Author: Catriona McPherson
Stars: 2
Review by: Lizzytish 

Set in the 1920's in a small town in Scotland. The Burryman is a tradition that's carried out every year. I don't know why, but it was not a smooth read. The writing seemed choppy and the plot was confusing at time. I could not relate with any of the characters or feel for them. Just an odd read for me. Near the end it became more enjoyable.

Clutter Free

Author: Kathi Lipp
Stars: 3
Review by: LZ99

Common sense, but good reminders. Have read it before, but a refresher wasn't a bad idea!

The Husband's Secret

Author: Liane Moriarty
Stars: 5
Review by: Miss Lucy

Liane Moriarty's books are amazing. She surprises me every time.

I'd Rather Be Reading: A Library of Art for Book Lovers

Author: Guinevere De La Mare
Stars: 3
Review by: Miss Lucy

Good essays, cool art, and kindred spirits.

Cocoa Beach

Author: Beatriz Williams
Stars: 2
Review by: Just Ada

Very confusing plot and a really strange ending.

Between the World and Me

Author: Te-Nahisi Coates
Stars: 5
Review by: Brooke S

 Wow - did not expect this short (~150 pages) book to grip me so hard and fast. Written from the perspective of a one-sided conversation with his son, Mr. Coates discussed and explores life as a black man in America. Poignant and gut-wrenching realities, but written with such moving and clear language and history, Toni Morrison is correct, this should be 'required reading.'

The Best of Roald Dahl

Author: Roald Dahl
Stars: 5
Review by: Brooke S

Collection of (adult) short stories [some of which were mentioned in Gabrielle Zevin's The Storied Life of AJ Fikry]. I had not read his short before and they were dark and funny.

The Storied Life of AJ Fikry

Author: Gabrielle Zevin
Stars: 5
Review by: Brooke S

Read in under 24 hours - a quick, delightful read. We are reading for our book club, and this prompted me to read up on some of the many literature references in the book - another welcome digression.

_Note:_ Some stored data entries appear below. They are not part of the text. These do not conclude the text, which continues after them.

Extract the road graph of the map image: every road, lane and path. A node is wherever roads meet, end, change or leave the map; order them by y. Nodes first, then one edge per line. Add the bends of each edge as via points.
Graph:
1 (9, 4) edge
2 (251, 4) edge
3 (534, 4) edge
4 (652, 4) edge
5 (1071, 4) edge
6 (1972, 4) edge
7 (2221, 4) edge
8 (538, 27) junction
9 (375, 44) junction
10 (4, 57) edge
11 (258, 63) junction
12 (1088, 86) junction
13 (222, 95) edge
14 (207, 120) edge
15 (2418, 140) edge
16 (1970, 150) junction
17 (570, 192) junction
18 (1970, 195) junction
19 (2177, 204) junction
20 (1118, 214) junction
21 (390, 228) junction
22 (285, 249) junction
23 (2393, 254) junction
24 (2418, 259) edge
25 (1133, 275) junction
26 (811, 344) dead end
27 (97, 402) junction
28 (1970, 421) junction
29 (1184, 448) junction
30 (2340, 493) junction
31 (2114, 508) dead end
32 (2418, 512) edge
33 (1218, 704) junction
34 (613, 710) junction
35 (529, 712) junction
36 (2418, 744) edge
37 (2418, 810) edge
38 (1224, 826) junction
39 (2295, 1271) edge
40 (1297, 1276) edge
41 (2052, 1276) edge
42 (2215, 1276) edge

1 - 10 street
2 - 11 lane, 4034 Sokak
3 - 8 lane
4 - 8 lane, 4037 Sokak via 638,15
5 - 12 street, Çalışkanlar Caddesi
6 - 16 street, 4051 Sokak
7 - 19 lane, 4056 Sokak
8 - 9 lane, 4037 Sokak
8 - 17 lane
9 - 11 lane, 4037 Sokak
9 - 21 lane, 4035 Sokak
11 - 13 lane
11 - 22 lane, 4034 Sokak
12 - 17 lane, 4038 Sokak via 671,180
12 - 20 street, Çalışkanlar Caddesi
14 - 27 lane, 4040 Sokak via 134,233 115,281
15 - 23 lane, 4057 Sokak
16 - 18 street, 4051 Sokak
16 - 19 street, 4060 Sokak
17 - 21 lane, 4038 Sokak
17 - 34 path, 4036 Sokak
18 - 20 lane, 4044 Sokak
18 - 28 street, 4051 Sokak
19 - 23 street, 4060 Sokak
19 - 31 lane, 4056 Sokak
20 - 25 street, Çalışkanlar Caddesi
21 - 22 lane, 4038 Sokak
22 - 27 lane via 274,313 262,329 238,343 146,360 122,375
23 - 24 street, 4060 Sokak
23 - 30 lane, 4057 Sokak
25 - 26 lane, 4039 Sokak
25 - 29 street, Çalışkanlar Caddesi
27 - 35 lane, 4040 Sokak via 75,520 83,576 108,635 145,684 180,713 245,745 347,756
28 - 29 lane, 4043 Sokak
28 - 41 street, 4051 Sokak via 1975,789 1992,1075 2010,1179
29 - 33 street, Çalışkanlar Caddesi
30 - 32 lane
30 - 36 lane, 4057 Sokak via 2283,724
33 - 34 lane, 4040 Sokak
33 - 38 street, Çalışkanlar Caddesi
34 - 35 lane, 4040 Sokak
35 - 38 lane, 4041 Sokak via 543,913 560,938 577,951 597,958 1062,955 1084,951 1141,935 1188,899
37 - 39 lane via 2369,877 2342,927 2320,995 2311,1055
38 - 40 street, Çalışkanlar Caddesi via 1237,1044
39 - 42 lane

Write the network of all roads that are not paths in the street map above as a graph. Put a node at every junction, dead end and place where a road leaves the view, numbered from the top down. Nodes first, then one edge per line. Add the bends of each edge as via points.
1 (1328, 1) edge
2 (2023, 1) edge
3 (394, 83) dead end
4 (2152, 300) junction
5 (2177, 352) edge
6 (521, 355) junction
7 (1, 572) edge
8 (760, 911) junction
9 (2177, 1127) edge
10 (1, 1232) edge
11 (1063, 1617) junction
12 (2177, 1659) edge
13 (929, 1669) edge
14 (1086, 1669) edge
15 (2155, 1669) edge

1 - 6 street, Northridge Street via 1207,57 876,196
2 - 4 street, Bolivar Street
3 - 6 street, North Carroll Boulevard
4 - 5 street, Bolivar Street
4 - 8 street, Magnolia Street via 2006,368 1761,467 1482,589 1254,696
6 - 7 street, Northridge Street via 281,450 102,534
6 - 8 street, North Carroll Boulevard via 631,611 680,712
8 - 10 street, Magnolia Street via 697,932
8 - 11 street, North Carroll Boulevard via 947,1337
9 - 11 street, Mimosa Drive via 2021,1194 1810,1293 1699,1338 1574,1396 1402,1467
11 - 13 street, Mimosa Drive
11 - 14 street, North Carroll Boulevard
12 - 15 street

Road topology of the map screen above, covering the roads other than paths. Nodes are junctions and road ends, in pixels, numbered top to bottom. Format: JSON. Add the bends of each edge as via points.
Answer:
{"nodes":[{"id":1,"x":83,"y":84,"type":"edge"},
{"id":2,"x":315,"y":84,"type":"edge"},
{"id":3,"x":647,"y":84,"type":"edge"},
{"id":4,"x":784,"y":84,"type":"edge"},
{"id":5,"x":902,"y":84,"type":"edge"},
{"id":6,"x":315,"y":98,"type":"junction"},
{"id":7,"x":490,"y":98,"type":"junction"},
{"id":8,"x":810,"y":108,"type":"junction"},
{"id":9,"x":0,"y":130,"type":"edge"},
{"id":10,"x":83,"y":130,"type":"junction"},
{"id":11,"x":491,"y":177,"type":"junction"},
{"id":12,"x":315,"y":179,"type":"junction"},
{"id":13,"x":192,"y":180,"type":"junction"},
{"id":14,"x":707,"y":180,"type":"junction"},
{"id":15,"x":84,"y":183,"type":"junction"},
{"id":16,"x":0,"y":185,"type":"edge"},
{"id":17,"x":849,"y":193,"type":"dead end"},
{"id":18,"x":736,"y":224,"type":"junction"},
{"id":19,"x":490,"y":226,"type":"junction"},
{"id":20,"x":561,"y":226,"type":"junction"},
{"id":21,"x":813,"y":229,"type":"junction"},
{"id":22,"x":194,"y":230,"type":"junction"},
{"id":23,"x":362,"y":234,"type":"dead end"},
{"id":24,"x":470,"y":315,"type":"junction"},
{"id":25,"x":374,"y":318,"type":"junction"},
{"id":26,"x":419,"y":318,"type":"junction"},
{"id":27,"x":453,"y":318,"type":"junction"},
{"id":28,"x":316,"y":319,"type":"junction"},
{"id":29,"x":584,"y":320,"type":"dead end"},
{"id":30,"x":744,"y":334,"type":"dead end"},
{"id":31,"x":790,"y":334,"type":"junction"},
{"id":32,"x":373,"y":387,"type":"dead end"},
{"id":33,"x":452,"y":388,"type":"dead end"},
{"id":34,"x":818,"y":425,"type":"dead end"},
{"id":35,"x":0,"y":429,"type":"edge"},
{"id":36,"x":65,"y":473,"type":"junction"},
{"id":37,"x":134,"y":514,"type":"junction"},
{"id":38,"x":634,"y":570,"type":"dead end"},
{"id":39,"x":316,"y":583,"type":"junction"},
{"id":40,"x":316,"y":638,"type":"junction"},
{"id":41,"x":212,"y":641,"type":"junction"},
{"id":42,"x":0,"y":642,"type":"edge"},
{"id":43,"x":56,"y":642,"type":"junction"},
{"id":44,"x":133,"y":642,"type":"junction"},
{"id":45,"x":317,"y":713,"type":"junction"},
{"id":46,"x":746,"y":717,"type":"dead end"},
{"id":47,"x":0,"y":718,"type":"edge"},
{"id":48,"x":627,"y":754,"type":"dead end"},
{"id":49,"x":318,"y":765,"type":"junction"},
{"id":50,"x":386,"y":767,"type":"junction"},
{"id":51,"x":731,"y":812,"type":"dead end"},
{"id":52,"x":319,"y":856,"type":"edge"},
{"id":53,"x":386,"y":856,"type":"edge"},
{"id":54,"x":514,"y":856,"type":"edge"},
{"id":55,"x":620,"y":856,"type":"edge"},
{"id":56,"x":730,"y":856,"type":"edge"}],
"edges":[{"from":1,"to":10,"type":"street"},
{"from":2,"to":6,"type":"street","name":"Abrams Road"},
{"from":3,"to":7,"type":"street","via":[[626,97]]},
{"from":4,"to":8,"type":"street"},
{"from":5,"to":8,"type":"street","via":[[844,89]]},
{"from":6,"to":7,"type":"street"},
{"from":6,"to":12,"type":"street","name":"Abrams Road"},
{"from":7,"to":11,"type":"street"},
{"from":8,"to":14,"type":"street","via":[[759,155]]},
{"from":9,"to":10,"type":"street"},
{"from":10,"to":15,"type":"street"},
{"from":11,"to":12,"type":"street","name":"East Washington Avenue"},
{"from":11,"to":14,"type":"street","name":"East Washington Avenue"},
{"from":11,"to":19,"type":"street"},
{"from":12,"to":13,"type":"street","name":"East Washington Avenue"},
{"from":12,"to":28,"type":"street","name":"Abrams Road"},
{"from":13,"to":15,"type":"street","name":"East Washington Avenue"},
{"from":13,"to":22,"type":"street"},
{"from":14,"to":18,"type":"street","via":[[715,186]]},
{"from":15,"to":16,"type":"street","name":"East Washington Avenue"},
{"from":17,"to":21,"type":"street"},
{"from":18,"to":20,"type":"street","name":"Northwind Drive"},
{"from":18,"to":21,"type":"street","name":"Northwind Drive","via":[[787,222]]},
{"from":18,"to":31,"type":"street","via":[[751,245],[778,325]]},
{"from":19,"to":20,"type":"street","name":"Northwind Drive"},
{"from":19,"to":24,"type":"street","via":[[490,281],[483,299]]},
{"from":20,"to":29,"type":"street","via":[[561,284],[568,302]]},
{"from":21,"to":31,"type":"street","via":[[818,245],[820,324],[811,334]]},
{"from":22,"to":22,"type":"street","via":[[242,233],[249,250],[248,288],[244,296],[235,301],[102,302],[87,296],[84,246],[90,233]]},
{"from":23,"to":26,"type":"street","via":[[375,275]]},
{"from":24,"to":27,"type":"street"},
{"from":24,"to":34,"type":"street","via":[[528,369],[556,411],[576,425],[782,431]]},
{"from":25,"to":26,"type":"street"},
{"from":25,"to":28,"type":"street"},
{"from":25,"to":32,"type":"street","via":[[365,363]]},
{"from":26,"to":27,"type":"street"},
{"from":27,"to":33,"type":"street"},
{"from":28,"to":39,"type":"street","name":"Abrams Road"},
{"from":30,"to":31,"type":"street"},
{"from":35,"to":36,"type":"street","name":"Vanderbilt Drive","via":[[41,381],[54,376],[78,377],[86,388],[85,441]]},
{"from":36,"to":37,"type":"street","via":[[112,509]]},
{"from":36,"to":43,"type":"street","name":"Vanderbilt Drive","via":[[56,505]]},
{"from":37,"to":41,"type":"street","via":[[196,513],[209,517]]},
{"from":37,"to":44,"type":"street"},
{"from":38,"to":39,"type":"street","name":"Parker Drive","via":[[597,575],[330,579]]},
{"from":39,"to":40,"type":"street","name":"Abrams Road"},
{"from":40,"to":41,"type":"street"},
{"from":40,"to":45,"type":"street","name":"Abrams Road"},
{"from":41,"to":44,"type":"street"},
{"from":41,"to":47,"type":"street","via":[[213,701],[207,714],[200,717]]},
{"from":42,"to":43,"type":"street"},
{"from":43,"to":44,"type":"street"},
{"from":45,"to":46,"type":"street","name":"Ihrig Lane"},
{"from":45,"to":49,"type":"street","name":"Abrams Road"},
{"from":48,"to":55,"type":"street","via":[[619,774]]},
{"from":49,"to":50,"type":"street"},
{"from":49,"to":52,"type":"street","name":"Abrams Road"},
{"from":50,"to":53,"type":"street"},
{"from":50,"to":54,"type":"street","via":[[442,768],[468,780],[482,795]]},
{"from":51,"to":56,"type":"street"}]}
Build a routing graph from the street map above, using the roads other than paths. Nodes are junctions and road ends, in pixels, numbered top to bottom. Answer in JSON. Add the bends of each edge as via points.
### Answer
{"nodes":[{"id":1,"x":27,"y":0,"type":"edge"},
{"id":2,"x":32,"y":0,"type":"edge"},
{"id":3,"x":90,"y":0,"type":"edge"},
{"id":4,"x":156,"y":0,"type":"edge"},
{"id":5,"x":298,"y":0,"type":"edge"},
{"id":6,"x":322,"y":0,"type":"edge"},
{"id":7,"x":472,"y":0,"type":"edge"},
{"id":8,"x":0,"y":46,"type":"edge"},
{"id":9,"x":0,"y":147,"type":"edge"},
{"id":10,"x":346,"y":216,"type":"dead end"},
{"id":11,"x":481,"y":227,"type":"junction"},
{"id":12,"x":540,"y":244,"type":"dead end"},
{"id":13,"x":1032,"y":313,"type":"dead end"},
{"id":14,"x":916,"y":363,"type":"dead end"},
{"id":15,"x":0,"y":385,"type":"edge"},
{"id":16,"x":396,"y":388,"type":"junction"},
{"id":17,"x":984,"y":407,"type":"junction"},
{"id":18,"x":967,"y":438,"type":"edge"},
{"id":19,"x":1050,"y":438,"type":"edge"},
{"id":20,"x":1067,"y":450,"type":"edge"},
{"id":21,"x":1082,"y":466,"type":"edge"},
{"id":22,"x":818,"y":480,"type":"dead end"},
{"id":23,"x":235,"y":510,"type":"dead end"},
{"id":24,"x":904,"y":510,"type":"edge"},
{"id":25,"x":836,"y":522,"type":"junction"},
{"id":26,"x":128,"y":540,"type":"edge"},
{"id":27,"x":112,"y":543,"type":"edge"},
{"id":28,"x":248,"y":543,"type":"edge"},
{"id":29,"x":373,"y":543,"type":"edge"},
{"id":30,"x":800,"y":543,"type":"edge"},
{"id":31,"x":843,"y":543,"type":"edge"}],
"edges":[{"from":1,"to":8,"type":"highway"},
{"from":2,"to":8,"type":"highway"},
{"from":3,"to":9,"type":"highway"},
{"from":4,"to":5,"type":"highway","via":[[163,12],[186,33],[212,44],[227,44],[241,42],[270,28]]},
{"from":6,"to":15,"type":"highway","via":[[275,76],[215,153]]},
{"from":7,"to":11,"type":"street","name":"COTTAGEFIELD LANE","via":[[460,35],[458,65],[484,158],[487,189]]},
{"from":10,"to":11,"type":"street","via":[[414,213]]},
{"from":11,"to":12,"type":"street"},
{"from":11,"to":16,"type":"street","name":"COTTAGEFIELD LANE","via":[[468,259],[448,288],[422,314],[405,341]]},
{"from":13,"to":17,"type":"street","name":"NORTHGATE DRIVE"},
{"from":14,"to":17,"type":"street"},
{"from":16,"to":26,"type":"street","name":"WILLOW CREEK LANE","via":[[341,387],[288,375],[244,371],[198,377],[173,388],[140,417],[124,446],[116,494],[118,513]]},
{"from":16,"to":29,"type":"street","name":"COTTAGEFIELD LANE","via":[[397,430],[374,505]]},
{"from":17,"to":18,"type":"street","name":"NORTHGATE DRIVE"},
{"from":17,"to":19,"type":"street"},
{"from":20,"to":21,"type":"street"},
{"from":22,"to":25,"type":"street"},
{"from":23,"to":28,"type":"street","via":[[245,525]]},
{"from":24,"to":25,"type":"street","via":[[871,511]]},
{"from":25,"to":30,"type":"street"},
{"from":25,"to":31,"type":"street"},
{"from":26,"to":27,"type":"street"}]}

Danny the Champion of the World

Author: Roald Dahl
Stars: 5
Review by: Brooke S

I re-read this book with my 9 year old (read one book together each summer) - and this is my favorite Dahl book. The close and dear relationship between father and son is heart warming, and the adventures of the big secret methods of poaching tickled my daughter. Fun read!

A Dragons Heart

Author: Terry Bolryder
Stars: 3
Review by: Saraswati

This is a story with vague references to other stories of Bolryder. This is about a couple of dragons looking to find their mates and refuse to look at what's right in front of them.

Heatsridge Shifters Series

Author: Olivia Arran
Stars: 3
Review by: Saraswati

This series is about a town of registered shifters and focuses on the bears that patrol South 1 side of town and a group of purists that want to destroy them. The bears are Nate, Jake, Brent, Cade and Austin. There is a lot going on in this series and has a few spin off series to read.

Hierax

Author: Ruby Lionsdrake
Stars: 3
Review by: Saraswati

This a continuation of the previous stories and picks up where our main characters are stranded in another universe when the gate they travel through does not allow them to go back. The series makes jokes about the links with the Star Gate TV/Movie series.

Farewell Dorothy Parker

Author: Ellen Meister
Stars: 3
Review by: argee17

"To hear her relatives tell it, you would think she was the love child of Oscar Wilde and Fran Lebowitz..." Since I'm a fan of both, this was a fun read.

Ghosts

Author: Raina Telgemeier
Stars: 4
Review by: Miss Lucy

What would the Summer Reading Club be without a graphic novel?!! Ghosts is a beautifully illustrated book about Dia de Los Muertos. It explains this annual Mexican tradition in a tender, non-threatening way, via a loving story about sisters, friends, and family... and dearly departed ancestors, of course!

Jack: Straight from the Gut

Author: Jack Welch
Stars: 3
Review by: Summer Breeze

He could have dug a lot deeper, instead it was filled with a lot of corporate clichés. Although he is venerated in the business community, his company has not recovered in the 16 years since he left, so it was difficult to believe anything I read.